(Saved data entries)
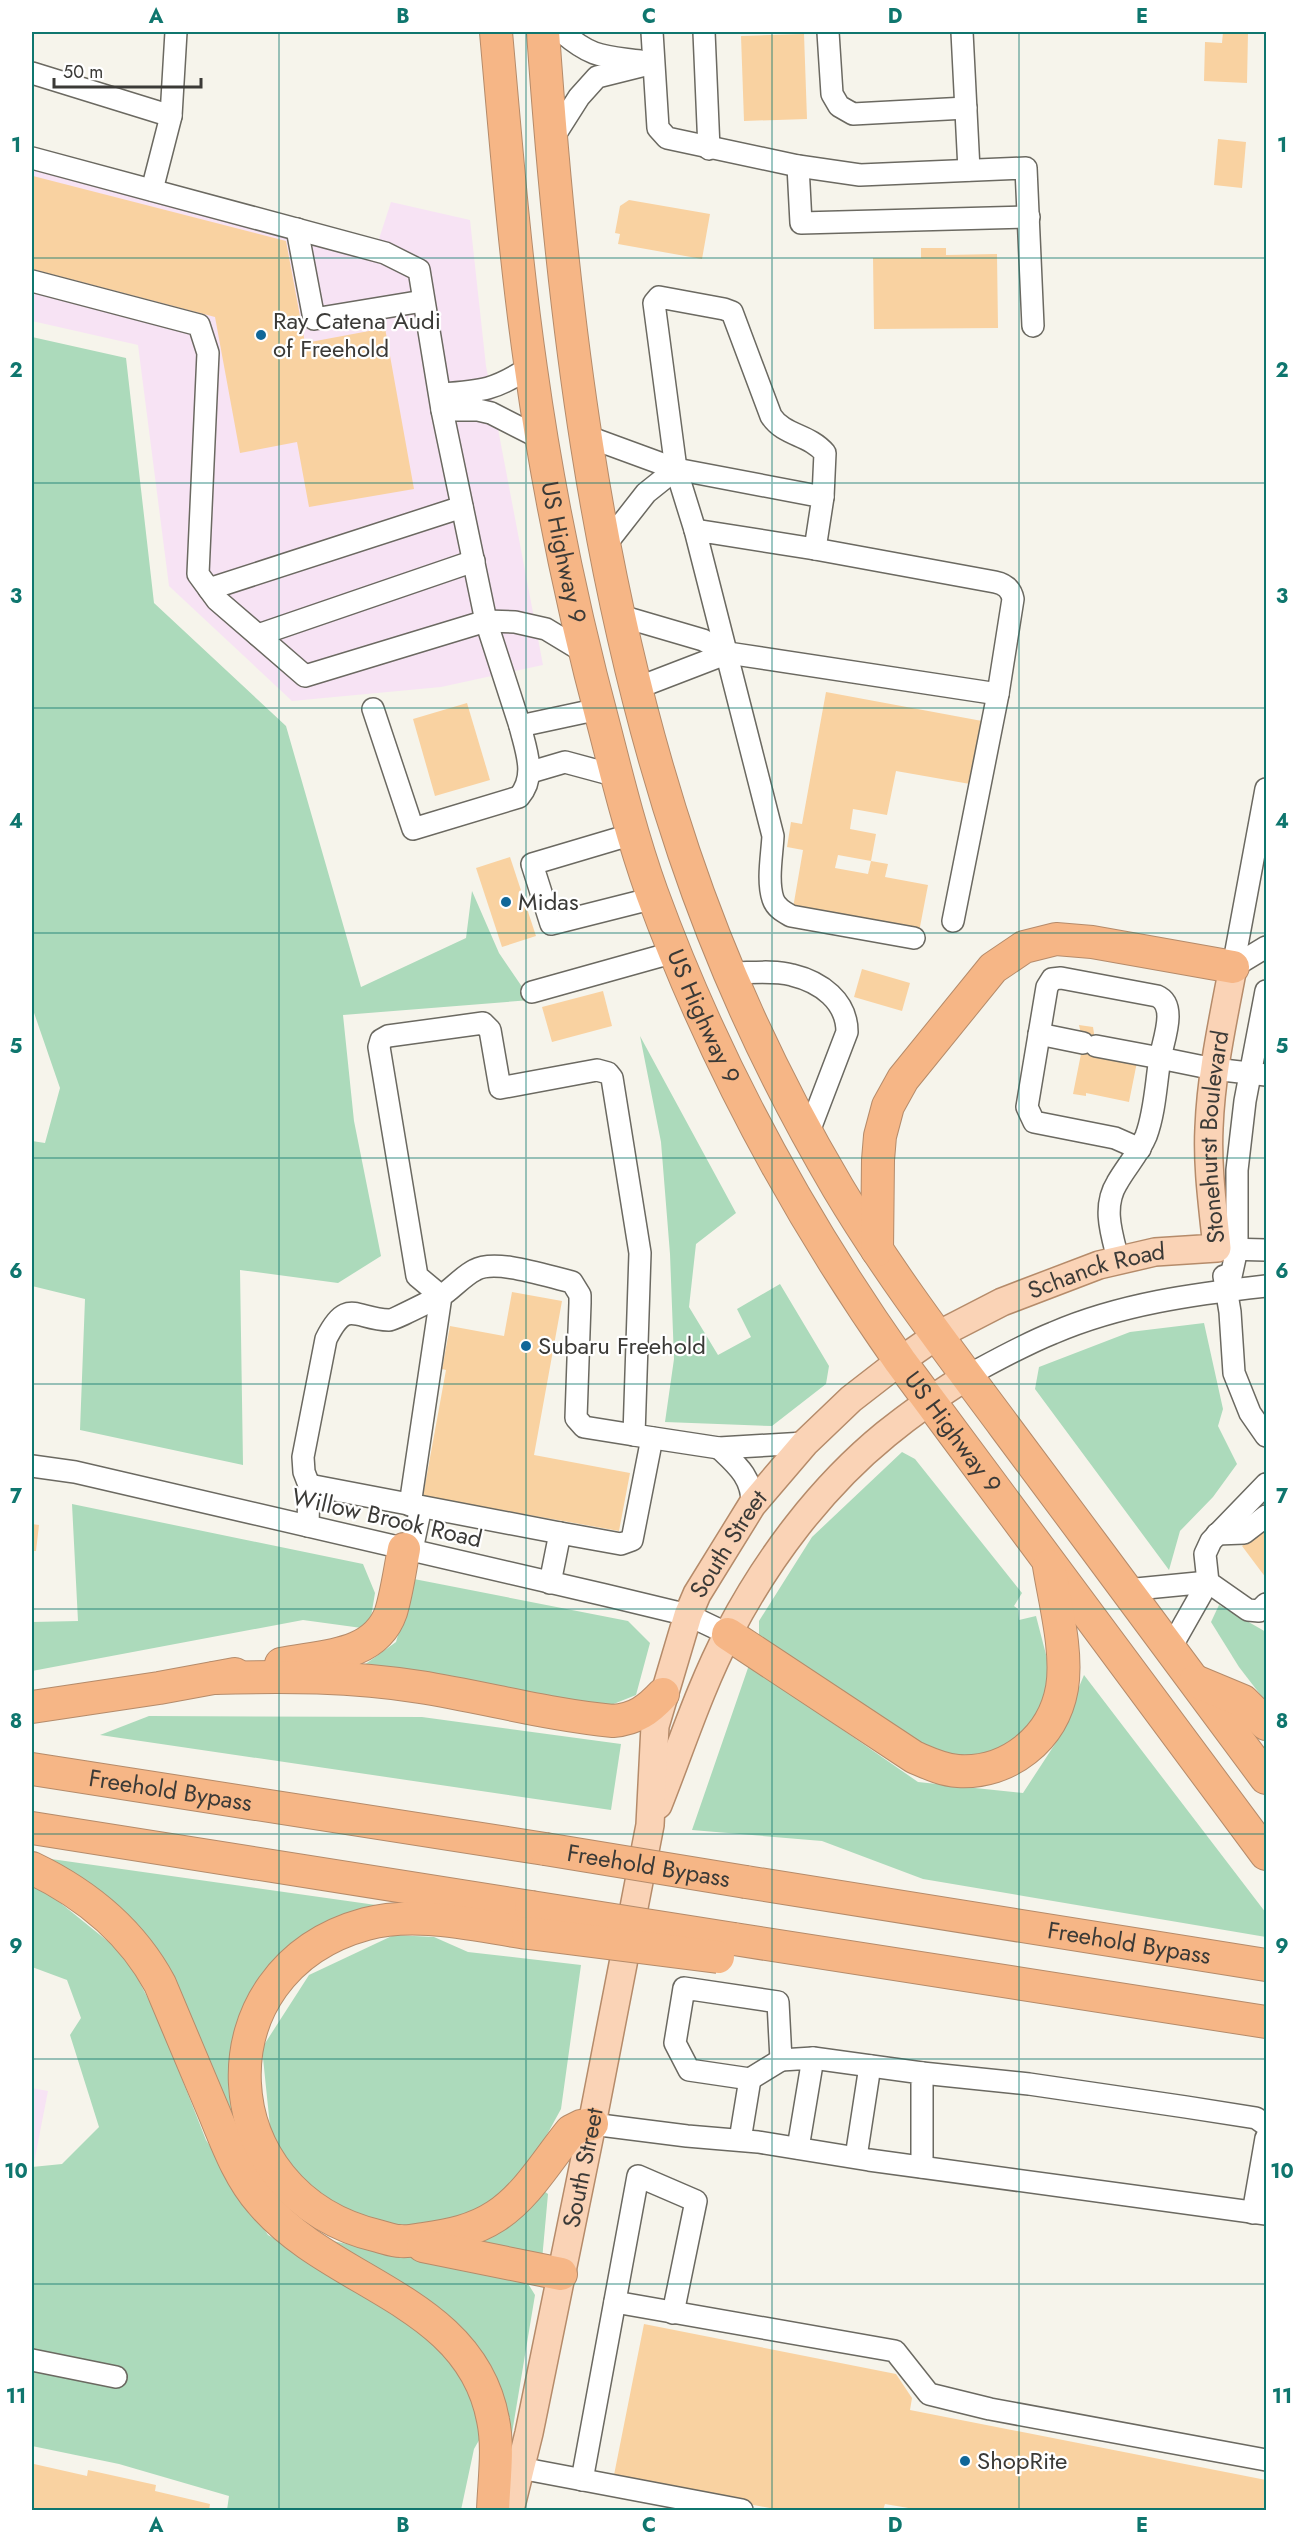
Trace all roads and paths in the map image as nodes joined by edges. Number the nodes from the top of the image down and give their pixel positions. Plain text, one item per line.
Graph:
1 (176, 32) edge
2 (496, 32) edge
3 (543, 32) edge
4 (562, 32) edge
5 (652, 32) edge
6 (704, 32) edge
7 (828, 32) edge
8 (962, 32) edge
9 (653, 63) junction
10 (32, 73) edge
11 (966, 108) junction
12 (171, 116) junction
13 (550, 142) junction
14 (709, 148) junction
15 (32, 158) edge
16 (798, 166) junction
17 (969, 170) junction
18 (152, 190) junction
19 (1029, 217) junction
20 (297, 229) junction
21 (32, 281) edge
22 (423, 301) junction
23 (1034, 326) dead end
24 (531, 367) junction
25 (441, 402) junction
26 (586, 436) junction
27 (542, 439) junction
28 (676, 469) junction
29 (823, 497) junction
30 (462, 507) junction
31 (695, 530) junction
32 (606, 544) junction
33 (815, 549) junction
34 (474, 561) junction
35 (209, 589) junction
36 (621, 616) junction
37 (486, 621) junction
38 (258, 635) junction
39 (584, 652) junction
40 (728, 653) junction
41 (637, 688) junction
42 (998, 694) junction
43 (373, 709) dead end
44 (599, 709) junction
45 (520, 726) junction
46 (531, 772) junction
47 (617, 776) junction
48 (1266, 789) edge
49 (1263, 829) edge
50 (633, 834) junction
51 (654, 898) junction
52 (953, 921) dead end
53 (914, 938) dead end
54 (1266, 947) edge
55 (675, 952) junction
56 (1233, 967) junction
57 (730, 973) junction
58 (1266, 991) edge
59 (532, 992) dead end
60 (1039, 1034) junction
61 (1160, 1058) junction
62 (1214, 1069) junction
63 (1259, 1075) edge
64 (808, 1134) junction
65 (1140, 1149) junction
66 (1227, 1249) junction
67 (877, 1250) junction
68 (1266, 1250) edge
69 (1118, 1260) junction
70 (1266, 1286) edge
71 (1228, 1290) junction
72 (441, 1296) junction
73 (936, 1336) junction
74 (900, 1361) junction
75 (967, 1376) junction
76 (930, 1401) junction
77 (1266, 1436) edge
78 (643, 1437) junction
79 (805, 1443) junction
80 (719, 1448) junction
81 (32, 1466) edge
82 (1266, 1484) edge
83 (309, 1485) junction
84 (752, 1505) junction
85 (416, 1506) junction
86 (1266, 1516) edge
87 (308, 1526) junction
88 (560, 1533) junction
89 (1217, 1534) junction
90 (408, 1549) junction
91 (1049, 1562) junction
92 (1208, 1582) junction
93 (550, 1583) junction
94 (1126, 1590) junction
95 (1266, 1604) edge
96 (688, 1615) junction
97 (728, 1634) junction
98 (1170, 1649) junction
99 (214, 1678) junction
100 (1195, 1681) junction
101 (663, 1694) junction
102 (32, 1707) edge
103 (1266, 1724) edge
104 (32, 1769) edge
105 (1266, 1778) edge
106 (650, 1825) junction
107 (32, 1828) edge
108 (1266, 1854) edge
109 (32, 1868) edge
110 (530, 1920) junction
111 (1266, 1965) edge
112 (1266, 2022) edge
113 (813, 2058) junction
114 (781, 2060) junction
115 (870, 2066) junction
116 (922, 2073) junction
117 (750, 2079) junction
118 (592, 2124) junction
119 (1266, 2126) edge
120 (1266, 2139) edge
121 (740, 2140) junction
122 (798, 2148) junction
123 (856, 2157) junction
124 (922, 2168) junction
125 (1260, 2214) edge
126 (402, 2242) junction
127 (561, 2274) junction
128 (615, 2302) junction
129 (673, 2313) junction
130 (32, 2360) edge
131 (116, 2377) dead end
132 (1266, 2456) edge
133 (520, 2468) junction
134 (582, 2480) junction
135 (493, 2511) edge
136 (510, 2511) edge
137 (742, 2511) edge

1 - 12 street
2 - 24 highway, US Highway 9
3 - 13 highway, US Highway 9
4 - 9 street
5 - 9 street
6 - 14 street
7 - 11 street
8 - 11 street
9 - 13 street
9 - 14 street
10 - 12 street
11 - 17 street
12 - 18 street
13 - 26 highway, US Highway 9
14 - 16 street
15 - 18 street
16 - 17 street
16 - 19 street
17 - 19 street
18 - 20 street
19 - 23 street
20 - 22 street
20 - 22 street
21 - 35 street
22 - 25 street
24 - 25 street
24 - 27 highway, US Highway 9
25 - 27 street
25 - 30 street
26 - 28 street
26 - 32 highway, US Highway 9
27 - 39 highway, US Highway 9
28 - 29 street
28 - 29 street
28 - 31 street
28 - 32 street
29 - 33 street
30 - 34 street
30 - 35 street
31 - 33 street
31 - 40 street
32 - 36 highway, US Highway 9
33 - 42 street
34 - 37 street
34 - 38 street
35 - 38 street
36 - 40 street
36 - 41 highway, US Highway 9
37 - 38 street
37 - 39 street
37 - 45 street
39 - 44 highway, US Highway 9
40 - 41 street
40 - 42 street
40 - 53 street
41 - 57 highway, US Highway 9
42 - 52 street
43 - 46 street
44 - 45 street
44 - 47 highway, US Highway 9
45 - 46 street
46 - 47 street
47 - 50 highway, US Highway 9
48 - 49 street, Stonehurst Boulevard
49 - 56 street, Stonehurst Boulevard
50 - 51 highway, US Highway 9
50 - 51 street
51 - 55 highway, US Highway 9
54 - 56 street
55 - 59 street
55 - 74 highway, US Highway 9
56 - 62 main road, Stonehurst Boulevard
56 - 67 highway
57 - 64 highway, US Highway 9
57 - 64 street
58 - 63 street, Stonehurst Boulevard
60 - 61 street
60 - 61 street
60 - 65 street
61 - 62 street
61 - 65 street
62 - 63 street
62 - 66 main road, Stonehurst Boulevard
63 - 66 street, Stonehurst Boulevard
64 - 67 highway, US Highway 9
65 - 69 street
66 - 68 street, Schanck Road
66 - 69 main road, Schanck Road
66 - 71 street, Stonehurst Boulevard
67 - 73 highway, US Highway 9
69 - 73 main road, Schanck Road
70 - 71 street, Schanck Road
71 - 75 street, Schanck Road
71 - 77 street, Stonehurst Boulevard
72 - 78 street
72 - 78 street
72 - 83 street
72 - 85 street
73 - 74 main road, South Street
73 - 75 highway, US Highway 9
74 - 76 highway, US Highway 9
74 - 79 main road, South Street
75 - 76 main road, South Street
75 - 94 highway, US Highway 9
76 - 91 highway, US Highway 9
76 - 97 main road, South Street
78 - 80 street
78 - 88 street
79 - 80 street
79 - 84 main road, South Street
80 - 84 street
81 - 87 street, Willow Brook Road
82 - 89 street
83 - 85 street
83 - 87 street
84 - 96 main road, South Street
85 - 88 street
85 - 90 street
86 - 89 street
87 - 90 street, Willow Brook Road
88 - 93 street
89 - 92 street
90 - 93 street, Willow Brook Road
90 - 99 highway
91 - 97 highway
91 - 108 highway, US Highway 9
92 - 94 street
92 - 95 street
92 - 98 street
93 - 96 street, Willow Brook Road
94 - 98 highway, US Highway 9
96 - 97 street, Willow Brook Road
96 - 101 main road, South Street
97 - 106 main road, South Street
98 - 100 highway, US Highway 9
99 - 101 highway
99 - 102 highway
100 - 103 highway
100 - 105 highway, US Highway 9
101 - 106 main road, South Street
104 - 111 highway, Freehold Bypass, bridge
106 - 118 main road, South Street
107 - 110 highway
109 - 135 highway
110 - 112 highway, bridge
110 - 126 highway
113 - 114 street
113 - 115 street
113 - 122 street
114 - 117 street
114 - 117 street
115 - 116 street
115 - 123 street
116 - 119 street
116 - 124 street
117 - 121 street
118 - 121 street
118 - 126 highway
118 - 127 main road, South Street
120 - 125 street
121 - 122 street
122 - 123 street
123 - 124 street
124 - 125 street
126 - 127 highway
127 - 133 main road, South Street
128 - 129 street
128 - 129 street
128 - 134 street
129 - 132 street
130 - 131 street
133 - 134 street
133 - 136 main road, South Street
134 - 137 street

== To do ==
Where a line above contains the string "Stonehurst", copy that line.

== Finished task ==
48 - 49 street, Stonehurst Boulevard
49 - 56 street, Stonehurst Boulevard
56 - 62 main road, Stonehurst Boulevard
58 - 63 street, Stonehurst Boulevard
62 - 66 main road, Stonehurst Boulevard
63 - 66 street, Stonehurst Boulevard
66 - 71 street, Stonehurst Boulevard
71 - 77 street, Stonehurst Boulevard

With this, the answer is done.